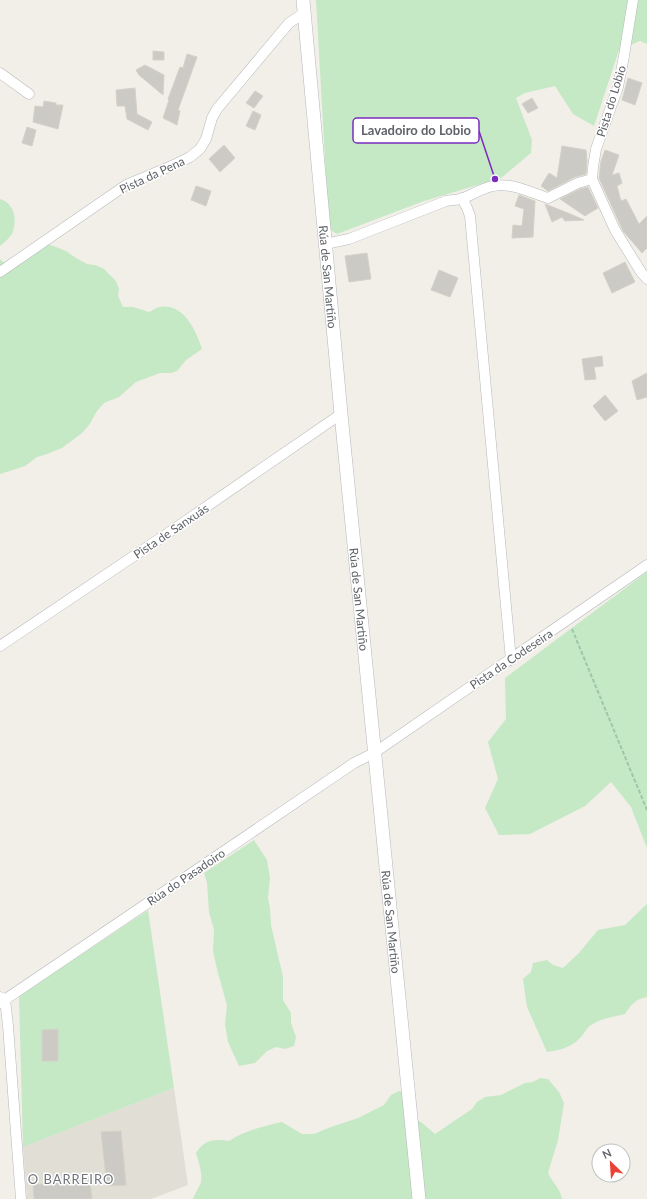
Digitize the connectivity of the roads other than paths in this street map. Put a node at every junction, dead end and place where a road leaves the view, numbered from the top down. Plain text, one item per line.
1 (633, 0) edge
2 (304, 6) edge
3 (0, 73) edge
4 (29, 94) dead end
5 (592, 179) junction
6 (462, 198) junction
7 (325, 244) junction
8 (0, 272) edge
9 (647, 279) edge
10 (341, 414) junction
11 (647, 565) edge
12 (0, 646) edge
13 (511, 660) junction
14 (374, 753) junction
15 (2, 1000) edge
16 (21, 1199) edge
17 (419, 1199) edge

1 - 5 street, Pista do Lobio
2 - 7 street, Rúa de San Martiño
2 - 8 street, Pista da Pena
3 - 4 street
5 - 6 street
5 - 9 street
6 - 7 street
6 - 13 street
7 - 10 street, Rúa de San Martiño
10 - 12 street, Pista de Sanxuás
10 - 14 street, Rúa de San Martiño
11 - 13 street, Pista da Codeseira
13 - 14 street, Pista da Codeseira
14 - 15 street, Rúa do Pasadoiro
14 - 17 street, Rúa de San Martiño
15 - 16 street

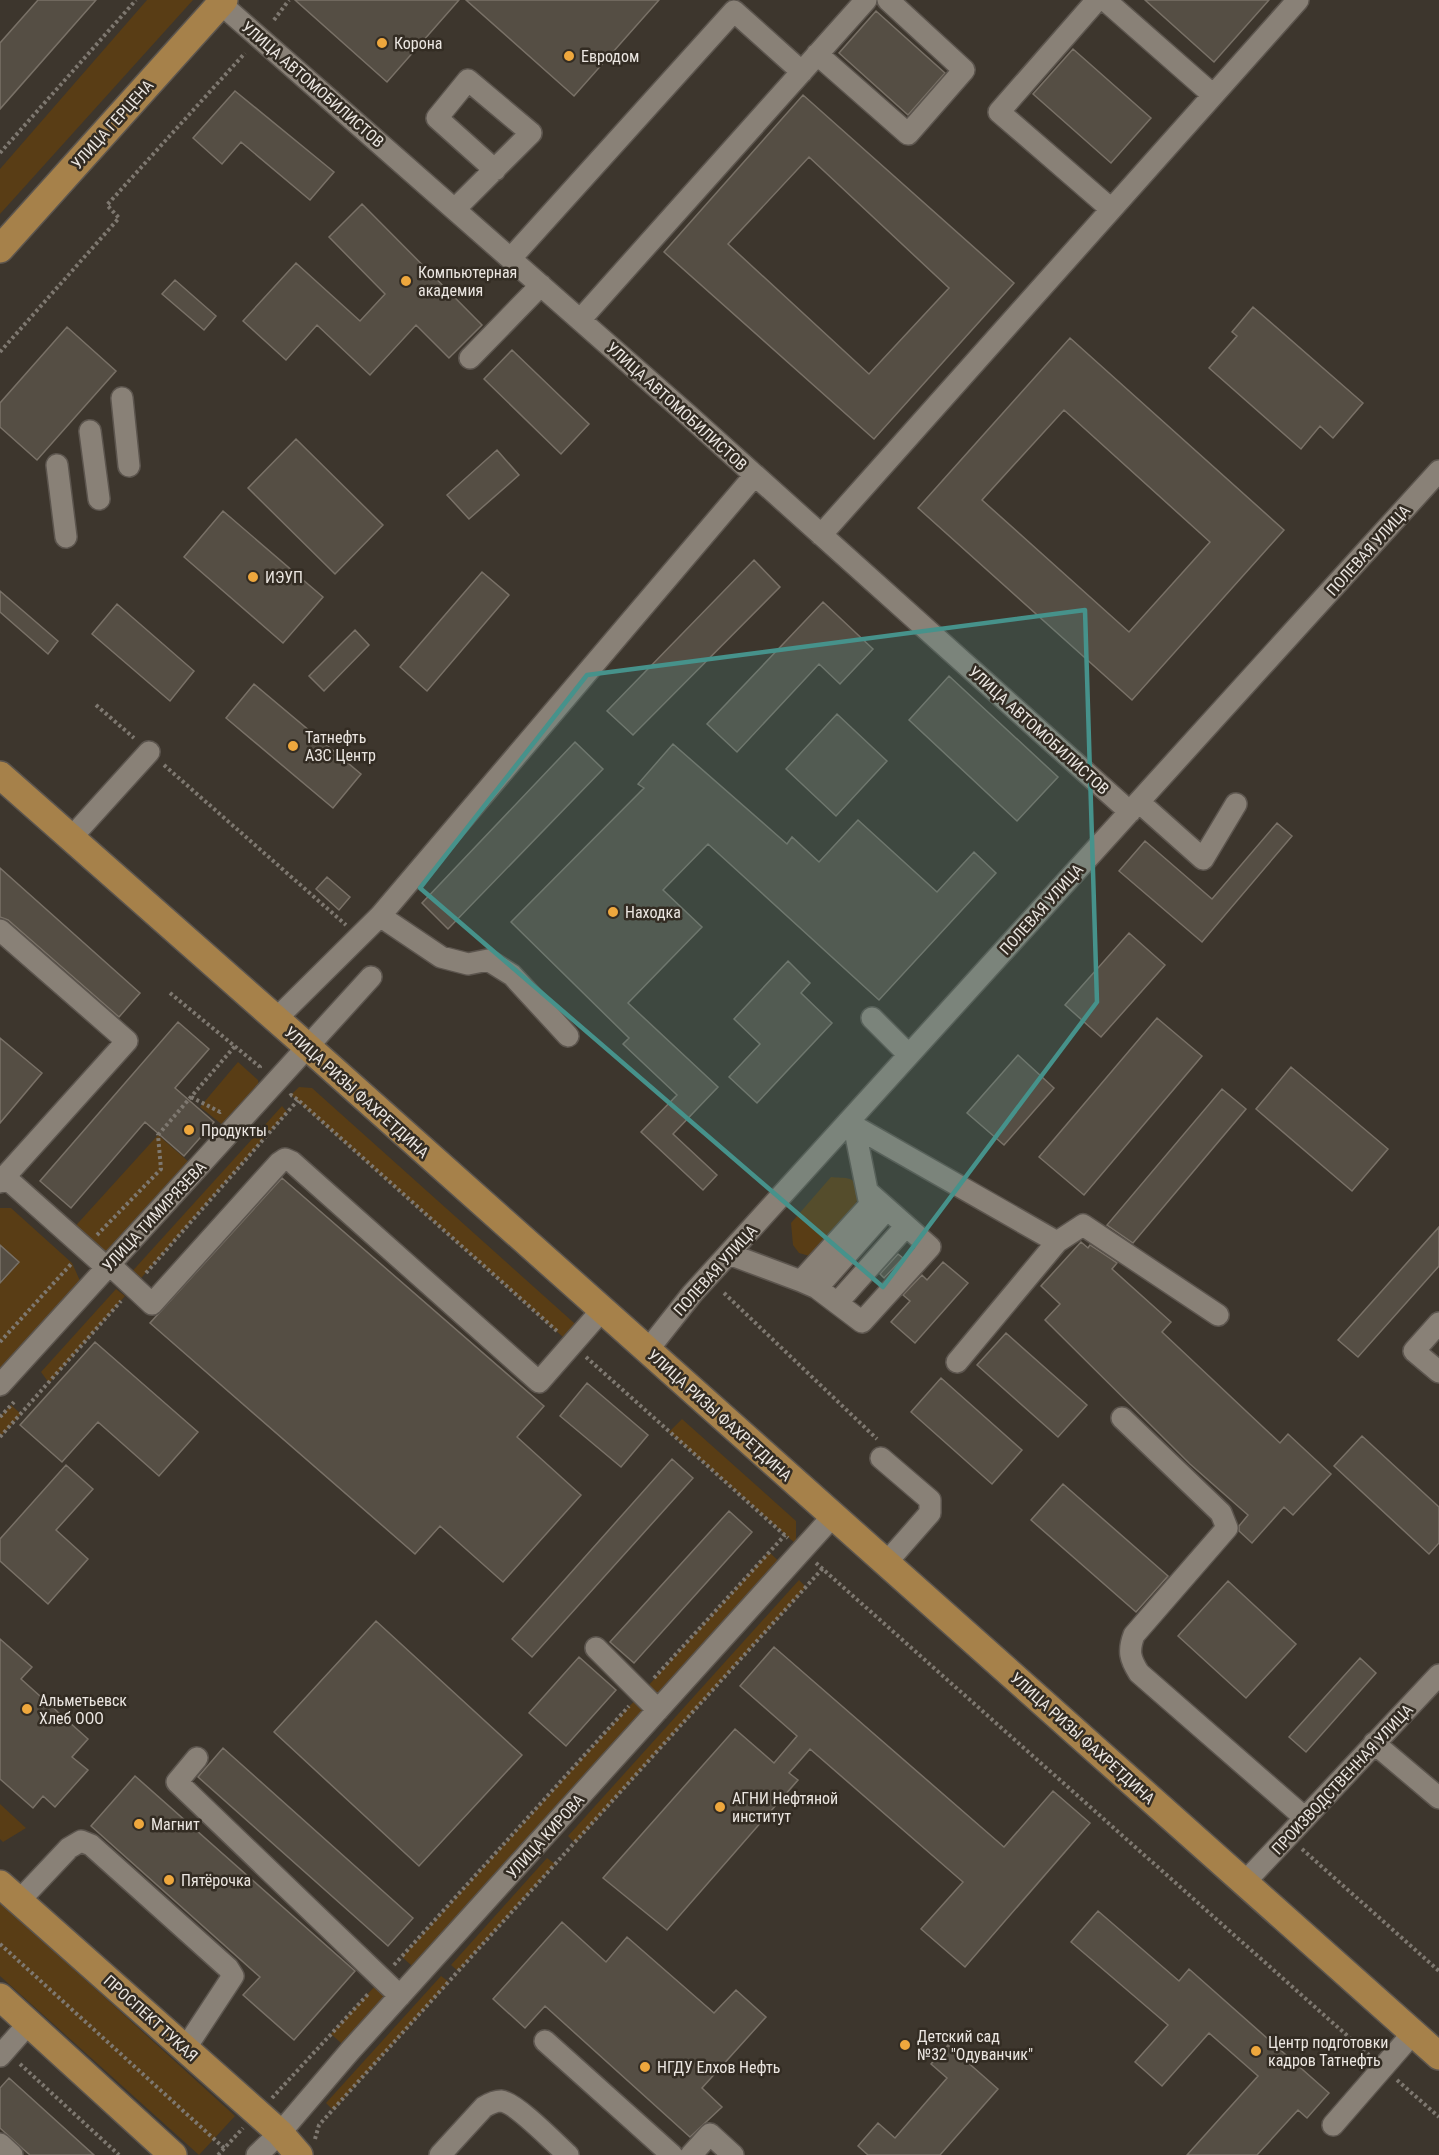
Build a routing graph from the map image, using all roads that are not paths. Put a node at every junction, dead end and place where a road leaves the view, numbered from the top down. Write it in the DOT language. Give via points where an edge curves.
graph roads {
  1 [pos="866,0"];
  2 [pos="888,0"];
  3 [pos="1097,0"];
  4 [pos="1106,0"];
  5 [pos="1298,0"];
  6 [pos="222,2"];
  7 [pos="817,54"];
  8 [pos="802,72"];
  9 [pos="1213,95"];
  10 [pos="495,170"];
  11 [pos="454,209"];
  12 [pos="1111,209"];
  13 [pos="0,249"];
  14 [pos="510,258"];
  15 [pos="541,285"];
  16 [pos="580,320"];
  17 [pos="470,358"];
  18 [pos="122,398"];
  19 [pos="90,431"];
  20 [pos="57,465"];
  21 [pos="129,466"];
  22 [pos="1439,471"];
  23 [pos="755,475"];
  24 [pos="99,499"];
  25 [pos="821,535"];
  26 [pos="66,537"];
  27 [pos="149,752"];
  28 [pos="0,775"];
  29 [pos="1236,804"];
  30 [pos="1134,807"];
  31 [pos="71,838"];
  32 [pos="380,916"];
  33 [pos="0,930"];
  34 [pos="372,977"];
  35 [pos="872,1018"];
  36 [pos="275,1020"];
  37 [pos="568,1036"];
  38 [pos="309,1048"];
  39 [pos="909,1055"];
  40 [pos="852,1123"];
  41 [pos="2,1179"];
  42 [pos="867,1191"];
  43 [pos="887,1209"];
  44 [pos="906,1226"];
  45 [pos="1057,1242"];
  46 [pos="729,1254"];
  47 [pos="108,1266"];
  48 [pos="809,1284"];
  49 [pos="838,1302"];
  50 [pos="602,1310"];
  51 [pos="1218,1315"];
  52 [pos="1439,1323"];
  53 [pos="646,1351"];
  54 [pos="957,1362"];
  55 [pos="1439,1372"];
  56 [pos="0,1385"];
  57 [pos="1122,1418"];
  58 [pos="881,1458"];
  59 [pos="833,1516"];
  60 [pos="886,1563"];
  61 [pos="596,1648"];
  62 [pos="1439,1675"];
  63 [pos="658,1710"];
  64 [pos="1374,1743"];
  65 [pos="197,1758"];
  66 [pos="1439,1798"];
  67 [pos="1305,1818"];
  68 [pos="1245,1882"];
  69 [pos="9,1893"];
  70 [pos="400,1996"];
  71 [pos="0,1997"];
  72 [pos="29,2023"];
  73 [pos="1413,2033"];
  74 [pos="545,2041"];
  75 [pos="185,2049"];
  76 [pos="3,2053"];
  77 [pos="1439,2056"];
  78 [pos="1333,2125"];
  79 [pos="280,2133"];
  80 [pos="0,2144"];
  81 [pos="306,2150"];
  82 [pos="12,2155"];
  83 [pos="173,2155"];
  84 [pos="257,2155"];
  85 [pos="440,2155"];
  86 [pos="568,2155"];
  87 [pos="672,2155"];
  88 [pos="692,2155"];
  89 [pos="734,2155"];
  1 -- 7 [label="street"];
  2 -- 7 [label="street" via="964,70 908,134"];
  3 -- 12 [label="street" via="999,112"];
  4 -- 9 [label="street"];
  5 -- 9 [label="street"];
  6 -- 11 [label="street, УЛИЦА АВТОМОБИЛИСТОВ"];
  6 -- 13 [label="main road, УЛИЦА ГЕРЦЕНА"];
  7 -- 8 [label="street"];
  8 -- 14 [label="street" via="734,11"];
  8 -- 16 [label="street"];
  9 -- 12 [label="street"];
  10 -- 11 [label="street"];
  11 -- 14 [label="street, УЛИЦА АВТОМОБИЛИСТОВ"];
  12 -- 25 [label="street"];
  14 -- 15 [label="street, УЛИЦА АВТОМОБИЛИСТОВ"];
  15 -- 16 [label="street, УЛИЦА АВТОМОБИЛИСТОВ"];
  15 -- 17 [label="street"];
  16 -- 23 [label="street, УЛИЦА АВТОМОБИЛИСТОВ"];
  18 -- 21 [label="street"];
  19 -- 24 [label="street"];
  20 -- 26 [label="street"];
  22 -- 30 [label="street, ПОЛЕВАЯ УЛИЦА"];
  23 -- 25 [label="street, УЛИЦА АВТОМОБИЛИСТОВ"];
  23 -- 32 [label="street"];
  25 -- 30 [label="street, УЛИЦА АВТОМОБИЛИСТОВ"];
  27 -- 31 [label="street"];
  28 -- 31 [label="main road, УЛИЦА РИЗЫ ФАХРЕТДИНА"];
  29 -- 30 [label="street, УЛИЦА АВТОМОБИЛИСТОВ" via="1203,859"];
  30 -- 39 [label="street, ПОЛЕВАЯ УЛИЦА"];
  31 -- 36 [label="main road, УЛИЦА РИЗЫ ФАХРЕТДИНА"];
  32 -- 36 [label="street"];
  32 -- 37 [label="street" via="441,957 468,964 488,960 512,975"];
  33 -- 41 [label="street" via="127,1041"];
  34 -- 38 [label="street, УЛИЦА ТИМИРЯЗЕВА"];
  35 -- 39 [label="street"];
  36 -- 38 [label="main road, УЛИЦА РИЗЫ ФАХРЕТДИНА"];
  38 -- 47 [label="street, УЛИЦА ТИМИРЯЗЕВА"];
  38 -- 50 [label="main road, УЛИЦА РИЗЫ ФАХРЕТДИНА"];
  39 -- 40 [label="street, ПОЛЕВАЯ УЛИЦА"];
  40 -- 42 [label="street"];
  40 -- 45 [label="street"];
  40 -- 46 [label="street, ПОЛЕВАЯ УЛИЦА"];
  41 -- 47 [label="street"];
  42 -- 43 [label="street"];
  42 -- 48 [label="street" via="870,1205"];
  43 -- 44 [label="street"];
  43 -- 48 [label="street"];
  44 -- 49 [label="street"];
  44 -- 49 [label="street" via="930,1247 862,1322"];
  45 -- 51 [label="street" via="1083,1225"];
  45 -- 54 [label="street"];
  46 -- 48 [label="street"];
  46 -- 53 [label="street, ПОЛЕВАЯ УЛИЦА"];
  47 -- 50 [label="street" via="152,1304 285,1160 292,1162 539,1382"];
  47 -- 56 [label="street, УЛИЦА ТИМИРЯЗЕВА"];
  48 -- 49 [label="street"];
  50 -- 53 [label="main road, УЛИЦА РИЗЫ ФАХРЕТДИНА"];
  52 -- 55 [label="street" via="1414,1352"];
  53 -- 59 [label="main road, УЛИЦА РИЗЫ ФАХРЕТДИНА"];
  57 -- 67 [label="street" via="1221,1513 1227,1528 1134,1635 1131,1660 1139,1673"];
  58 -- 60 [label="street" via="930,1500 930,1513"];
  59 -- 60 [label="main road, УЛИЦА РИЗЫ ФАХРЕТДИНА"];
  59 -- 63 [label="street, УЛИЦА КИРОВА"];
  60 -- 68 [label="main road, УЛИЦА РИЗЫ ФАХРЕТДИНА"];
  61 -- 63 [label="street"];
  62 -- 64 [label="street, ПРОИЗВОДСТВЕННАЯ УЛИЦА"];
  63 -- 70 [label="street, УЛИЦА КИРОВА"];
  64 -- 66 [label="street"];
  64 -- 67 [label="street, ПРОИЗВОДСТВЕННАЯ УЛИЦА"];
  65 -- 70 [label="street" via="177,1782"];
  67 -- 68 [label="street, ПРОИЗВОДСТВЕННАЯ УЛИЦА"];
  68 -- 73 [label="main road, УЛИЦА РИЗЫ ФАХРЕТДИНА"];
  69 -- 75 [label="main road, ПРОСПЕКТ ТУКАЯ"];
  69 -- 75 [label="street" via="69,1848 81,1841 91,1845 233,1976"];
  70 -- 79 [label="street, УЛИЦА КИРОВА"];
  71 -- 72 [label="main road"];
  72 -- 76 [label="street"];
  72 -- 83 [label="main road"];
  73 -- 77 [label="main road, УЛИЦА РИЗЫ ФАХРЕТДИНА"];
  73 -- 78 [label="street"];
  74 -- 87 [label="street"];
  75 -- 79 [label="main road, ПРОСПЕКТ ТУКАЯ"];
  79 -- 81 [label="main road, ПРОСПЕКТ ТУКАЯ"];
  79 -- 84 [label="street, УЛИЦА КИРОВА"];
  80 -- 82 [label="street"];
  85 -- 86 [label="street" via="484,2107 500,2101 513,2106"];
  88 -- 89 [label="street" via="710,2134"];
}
---------------
## Exercise
Copy each line of the data that contains the word "graph", leaving the other lines out.

## Expected answer
Build a routing graph from the map image, using all roads that are not paths. Put a node at every junction, dead end and place where a road leaves the view, numbered from the top down. Write it in the DOT language. Give via points where an edge curves.
graph roads {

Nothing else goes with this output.